NLTK Entities: [('Simone', 'PERSON'), ('Biles', 'PERSON'), ('Associated', 'ORGANIZATION'), ('Biles', 'PERSON'), ('Rebeca Andrade', 'PERSON'), ('Brazil', 'GPE'), ('Biles', 'PERSON'), ('Andrade', 'PERSON'), ('Biles', 'PERSON')]


[nltk_data] Downloading package punkt to /root/nltk_data...
[nltk_data]   Package punkt is already up-to-date!
[nltk_data] Downloading package averaged_perceptron_tagger to
[nltk_data]     /root/nltk_data...
[nltk_data]   Package averaged_perceptron_tagger is already up-to-
[nltk_data]       date!
[nltk_data] Downloading package maxent_ne_chunker to
[nltk_data]     /root/nltk_data...
[nltk_data]   Package maxent_ne_chunker is already up-to-date!
[nltk_data] Downloading package words to /root/nltk_data...
[nltk_data]   Package words is already up-to-date!


In [None]:
import spacy
print(spacy.__version__)


3.7.5


In [42]:
nlp = spacy.load('en_core_web_sm')

def spacy_ner(text):
    doc = nlp(text)
    entities = [(ent.text, ent.label_) for ent in doc.ents]
    return entities

if article:
    spacy_entities = spacy_ner(article)
    print("SpaCy Entities:", spacy_entities)
else:
    print("No article to process.")


SpaCy Entities: [('Simone Biles', 'PERSON'), ('second', 'ORDINAL'), ('Olympic gymnastics', 'ORG'), ('8 years', 'DATE'), ('first', 'ORDINAL'), ('Rebeca Andrade', 'PERSON'), ('Brazil', 'GPE'), ('Thursday', 'DATE'), ('two', 'CARDINAL'), ('59.131', 'CARDINAL'), ('Andrade', 'PERSON'), ('57.932', 'CARDINAL'), ('one', 'CARDINAL'), ('Biles', 'PERSON')]


In [43]:
def compare_entities(nltk_entities, spacy_entities):
    nltk_set = set(nltk_entities)
    spacy_set = set(spacy_entities)

    common = nltk_set & spacy_set
    only_nltk = nltk_set - spacy_set
    only_spacy = spacy_set - nltk_set

    return common, only_nltk, only_spacy

if article:
    common_entities, only_nltk_entities, only_spacy_entities = compare_entities(nltk_entities, spacy_entities)

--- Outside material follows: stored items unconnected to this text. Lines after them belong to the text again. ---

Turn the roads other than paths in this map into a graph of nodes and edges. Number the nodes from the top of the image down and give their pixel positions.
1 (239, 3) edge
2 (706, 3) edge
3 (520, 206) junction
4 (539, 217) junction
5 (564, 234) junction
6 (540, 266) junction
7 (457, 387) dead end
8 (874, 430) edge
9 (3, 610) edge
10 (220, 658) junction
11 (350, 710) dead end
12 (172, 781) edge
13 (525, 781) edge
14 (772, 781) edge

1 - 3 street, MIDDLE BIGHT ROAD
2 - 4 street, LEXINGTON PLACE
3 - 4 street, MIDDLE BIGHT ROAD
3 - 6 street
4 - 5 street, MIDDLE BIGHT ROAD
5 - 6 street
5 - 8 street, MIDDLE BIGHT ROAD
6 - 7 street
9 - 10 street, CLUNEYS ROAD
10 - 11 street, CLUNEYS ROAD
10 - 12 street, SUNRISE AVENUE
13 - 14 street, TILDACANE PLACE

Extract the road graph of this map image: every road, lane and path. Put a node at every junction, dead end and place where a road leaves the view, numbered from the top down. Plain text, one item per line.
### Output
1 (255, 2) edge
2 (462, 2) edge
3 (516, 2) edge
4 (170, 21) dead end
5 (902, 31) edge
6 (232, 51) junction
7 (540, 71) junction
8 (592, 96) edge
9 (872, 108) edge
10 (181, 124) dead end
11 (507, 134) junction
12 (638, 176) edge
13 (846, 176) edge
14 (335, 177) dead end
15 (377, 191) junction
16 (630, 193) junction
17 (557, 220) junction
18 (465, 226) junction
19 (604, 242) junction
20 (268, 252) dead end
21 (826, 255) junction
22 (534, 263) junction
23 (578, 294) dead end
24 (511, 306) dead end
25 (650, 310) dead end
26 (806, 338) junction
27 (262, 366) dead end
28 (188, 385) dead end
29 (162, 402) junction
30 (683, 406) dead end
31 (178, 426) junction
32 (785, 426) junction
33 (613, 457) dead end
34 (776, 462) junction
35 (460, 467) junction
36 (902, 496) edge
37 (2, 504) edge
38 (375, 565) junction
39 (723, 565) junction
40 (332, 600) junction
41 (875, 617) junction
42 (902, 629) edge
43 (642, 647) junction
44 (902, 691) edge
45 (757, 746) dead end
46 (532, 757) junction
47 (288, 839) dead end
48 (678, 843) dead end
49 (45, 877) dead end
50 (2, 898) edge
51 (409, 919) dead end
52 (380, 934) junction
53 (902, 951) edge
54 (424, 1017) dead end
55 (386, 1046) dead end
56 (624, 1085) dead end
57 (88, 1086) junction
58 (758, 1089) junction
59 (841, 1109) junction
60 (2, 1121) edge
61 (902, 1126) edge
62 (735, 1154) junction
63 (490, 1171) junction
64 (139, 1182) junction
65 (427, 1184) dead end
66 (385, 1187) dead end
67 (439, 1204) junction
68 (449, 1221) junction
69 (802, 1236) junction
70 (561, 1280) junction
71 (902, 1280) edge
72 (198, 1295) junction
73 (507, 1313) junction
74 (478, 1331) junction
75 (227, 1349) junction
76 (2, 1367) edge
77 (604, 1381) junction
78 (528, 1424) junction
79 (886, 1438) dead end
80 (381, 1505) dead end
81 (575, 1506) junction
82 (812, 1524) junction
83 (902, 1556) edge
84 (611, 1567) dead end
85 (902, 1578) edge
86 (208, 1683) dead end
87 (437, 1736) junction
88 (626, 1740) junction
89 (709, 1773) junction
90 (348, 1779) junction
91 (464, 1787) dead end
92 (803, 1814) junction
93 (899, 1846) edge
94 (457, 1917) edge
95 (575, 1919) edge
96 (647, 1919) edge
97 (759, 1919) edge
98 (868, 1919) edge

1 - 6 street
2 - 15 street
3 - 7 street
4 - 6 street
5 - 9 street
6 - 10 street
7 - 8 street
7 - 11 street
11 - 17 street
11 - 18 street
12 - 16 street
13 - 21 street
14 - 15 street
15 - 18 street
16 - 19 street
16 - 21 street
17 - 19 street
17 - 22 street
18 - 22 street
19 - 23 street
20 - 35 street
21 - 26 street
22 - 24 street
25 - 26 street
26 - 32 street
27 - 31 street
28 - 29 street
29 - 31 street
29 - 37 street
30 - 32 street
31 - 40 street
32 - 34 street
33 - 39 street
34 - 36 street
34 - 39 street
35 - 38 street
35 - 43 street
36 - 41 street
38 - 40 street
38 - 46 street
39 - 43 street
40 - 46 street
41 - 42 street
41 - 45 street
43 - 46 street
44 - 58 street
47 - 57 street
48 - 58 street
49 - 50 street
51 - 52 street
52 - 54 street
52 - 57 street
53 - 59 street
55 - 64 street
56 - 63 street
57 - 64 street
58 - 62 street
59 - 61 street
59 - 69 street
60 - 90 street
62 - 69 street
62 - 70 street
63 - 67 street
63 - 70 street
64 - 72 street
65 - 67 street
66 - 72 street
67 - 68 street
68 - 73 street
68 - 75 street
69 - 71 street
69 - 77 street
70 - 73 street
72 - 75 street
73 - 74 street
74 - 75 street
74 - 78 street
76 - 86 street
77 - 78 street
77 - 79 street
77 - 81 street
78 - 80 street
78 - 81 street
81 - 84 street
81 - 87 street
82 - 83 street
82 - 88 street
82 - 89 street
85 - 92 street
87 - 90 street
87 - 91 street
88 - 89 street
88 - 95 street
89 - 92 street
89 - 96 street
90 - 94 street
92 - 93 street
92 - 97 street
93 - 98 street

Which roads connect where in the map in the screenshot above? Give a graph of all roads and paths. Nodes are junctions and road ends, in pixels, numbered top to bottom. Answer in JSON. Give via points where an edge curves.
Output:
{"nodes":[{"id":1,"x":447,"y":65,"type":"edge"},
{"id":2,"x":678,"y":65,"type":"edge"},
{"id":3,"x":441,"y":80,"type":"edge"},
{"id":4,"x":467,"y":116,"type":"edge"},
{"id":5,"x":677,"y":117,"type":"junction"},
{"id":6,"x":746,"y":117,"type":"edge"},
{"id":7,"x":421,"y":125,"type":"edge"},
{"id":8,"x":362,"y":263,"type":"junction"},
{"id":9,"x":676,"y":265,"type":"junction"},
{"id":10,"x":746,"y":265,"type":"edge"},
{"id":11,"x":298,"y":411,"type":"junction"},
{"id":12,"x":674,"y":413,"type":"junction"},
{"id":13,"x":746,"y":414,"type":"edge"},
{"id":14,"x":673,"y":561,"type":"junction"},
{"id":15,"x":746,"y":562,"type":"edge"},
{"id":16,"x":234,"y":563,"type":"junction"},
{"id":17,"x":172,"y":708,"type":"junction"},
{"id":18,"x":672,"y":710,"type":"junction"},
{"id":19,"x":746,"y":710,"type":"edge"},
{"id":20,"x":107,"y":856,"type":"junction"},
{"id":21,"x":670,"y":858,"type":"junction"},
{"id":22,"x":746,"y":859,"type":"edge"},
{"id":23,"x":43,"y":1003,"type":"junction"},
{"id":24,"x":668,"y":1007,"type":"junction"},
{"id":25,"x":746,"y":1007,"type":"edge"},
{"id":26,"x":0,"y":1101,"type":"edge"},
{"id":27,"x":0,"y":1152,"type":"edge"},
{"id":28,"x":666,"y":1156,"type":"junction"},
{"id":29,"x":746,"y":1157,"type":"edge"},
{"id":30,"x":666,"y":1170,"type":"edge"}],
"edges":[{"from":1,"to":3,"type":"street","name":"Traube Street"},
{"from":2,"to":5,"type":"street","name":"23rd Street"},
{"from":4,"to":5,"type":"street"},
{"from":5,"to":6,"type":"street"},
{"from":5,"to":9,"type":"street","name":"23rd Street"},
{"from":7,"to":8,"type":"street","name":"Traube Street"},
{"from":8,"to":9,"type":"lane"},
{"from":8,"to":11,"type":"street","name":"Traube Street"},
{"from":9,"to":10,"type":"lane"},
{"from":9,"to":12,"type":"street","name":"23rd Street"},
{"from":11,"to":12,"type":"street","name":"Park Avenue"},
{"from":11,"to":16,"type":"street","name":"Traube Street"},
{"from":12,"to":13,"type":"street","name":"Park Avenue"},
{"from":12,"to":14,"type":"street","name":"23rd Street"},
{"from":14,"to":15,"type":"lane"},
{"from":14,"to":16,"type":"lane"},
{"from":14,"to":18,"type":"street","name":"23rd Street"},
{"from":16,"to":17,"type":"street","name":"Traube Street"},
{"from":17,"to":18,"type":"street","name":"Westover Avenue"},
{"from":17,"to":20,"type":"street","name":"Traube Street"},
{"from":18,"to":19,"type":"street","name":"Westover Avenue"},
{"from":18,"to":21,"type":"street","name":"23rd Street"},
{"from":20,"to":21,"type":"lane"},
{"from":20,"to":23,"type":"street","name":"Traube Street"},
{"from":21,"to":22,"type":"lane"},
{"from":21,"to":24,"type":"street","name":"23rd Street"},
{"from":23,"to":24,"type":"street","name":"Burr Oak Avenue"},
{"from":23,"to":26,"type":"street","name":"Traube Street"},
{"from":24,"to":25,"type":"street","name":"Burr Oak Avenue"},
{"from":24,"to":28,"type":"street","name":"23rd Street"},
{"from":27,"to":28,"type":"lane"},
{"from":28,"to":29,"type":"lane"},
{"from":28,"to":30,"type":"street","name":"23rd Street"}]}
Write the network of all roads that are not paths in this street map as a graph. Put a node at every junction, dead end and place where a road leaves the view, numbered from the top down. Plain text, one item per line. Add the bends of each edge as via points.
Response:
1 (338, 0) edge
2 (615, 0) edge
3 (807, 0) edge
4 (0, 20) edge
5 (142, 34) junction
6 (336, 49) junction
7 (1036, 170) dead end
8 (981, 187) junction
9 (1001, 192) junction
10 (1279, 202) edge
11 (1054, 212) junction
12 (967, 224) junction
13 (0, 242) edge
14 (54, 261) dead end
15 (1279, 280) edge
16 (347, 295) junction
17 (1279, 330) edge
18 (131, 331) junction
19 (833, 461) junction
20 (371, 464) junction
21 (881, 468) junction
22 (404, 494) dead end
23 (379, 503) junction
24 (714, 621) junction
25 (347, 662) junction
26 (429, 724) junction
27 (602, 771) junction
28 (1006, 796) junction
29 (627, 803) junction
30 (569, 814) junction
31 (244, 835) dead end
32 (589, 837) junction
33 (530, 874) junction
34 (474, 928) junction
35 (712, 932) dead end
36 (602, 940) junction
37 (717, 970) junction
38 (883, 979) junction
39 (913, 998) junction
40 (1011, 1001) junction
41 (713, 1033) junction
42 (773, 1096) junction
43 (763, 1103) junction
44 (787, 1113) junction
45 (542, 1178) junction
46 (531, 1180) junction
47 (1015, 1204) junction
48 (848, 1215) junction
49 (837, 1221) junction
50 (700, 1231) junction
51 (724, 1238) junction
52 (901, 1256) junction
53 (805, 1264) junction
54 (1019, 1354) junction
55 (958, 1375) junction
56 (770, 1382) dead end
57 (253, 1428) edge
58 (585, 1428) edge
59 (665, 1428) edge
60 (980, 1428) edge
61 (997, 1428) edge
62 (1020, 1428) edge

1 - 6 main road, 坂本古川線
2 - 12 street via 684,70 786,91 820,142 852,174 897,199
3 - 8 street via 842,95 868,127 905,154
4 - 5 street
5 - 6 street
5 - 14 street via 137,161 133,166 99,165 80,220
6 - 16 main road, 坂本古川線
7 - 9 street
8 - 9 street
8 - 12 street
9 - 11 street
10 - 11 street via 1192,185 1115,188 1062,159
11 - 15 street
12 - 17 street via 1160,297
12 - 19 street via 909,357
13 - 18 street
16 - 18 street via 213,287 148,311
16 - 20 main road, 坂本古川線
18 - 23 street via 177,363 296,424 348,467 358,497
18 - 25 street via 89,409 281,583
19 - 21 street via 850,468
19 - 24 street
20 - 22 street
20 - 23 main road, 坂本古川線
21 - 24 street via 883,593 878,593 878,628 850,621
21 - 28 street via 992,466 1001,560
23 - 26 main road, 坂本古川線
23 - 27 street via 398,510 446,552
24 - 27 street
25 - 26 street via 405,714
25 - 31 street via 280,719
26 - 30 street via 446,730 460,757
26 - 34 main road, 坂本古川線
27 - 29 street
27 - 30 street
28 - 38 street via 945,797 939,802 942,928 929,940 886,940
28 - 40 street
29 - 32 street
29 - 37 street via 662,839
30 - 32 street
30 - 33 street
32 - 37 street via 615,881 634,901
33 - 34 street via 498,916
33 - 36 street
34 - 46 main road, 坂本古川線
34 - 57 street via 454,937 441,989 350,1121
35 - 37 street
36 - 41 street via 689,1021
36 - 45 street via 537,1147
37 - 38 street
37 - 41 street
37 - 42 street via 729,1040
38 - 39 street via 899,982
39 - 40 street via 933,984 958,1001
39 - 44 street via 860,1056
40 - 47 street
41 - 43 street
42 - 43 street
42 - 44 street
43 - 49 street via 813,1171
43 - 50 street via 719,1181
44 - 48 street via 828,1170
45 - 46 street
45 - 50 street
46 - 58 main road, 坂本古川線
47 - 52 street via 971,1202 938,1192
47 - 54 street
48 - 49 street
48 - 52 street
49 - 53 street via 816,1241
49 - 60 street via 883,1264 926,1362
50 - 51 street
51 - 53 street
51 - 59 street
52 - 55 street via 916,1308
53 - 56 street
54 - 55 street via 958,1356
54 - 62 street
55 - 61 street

    print("Common Entities:", common_entities)
    print("Entities only in NLTK:", only_nltk_entities)
    print("Entities only in SpaCy:", only_spacy_entities)
else:
    print("No entities to compare.")


Common Entities: {('Brazil', 'GPE'), ('Rebeca Andrade', 'PERSON'), ('Biles', 'PERSON'), ('Andrade', 'PERSON')}
Entities only in NLTK: {('Associated', 'ORGANIZATION'), ('Simone', 'PERSON')}
Entities only in SpaCy: {('Thursday', 'DATE'), ('57.932', 'CARDINAL'), ('59.131', 'CARDINAL'), ('first', 'ORDINAL'), ('8 years', 'DATE'), ('two', 'CARDINAL'), ('Olympic gymnastics', 'ORG'), ('one', 'CARDINAL'), ('second', 'ORDINAL'), ('Simone Biles', 'PERSON')}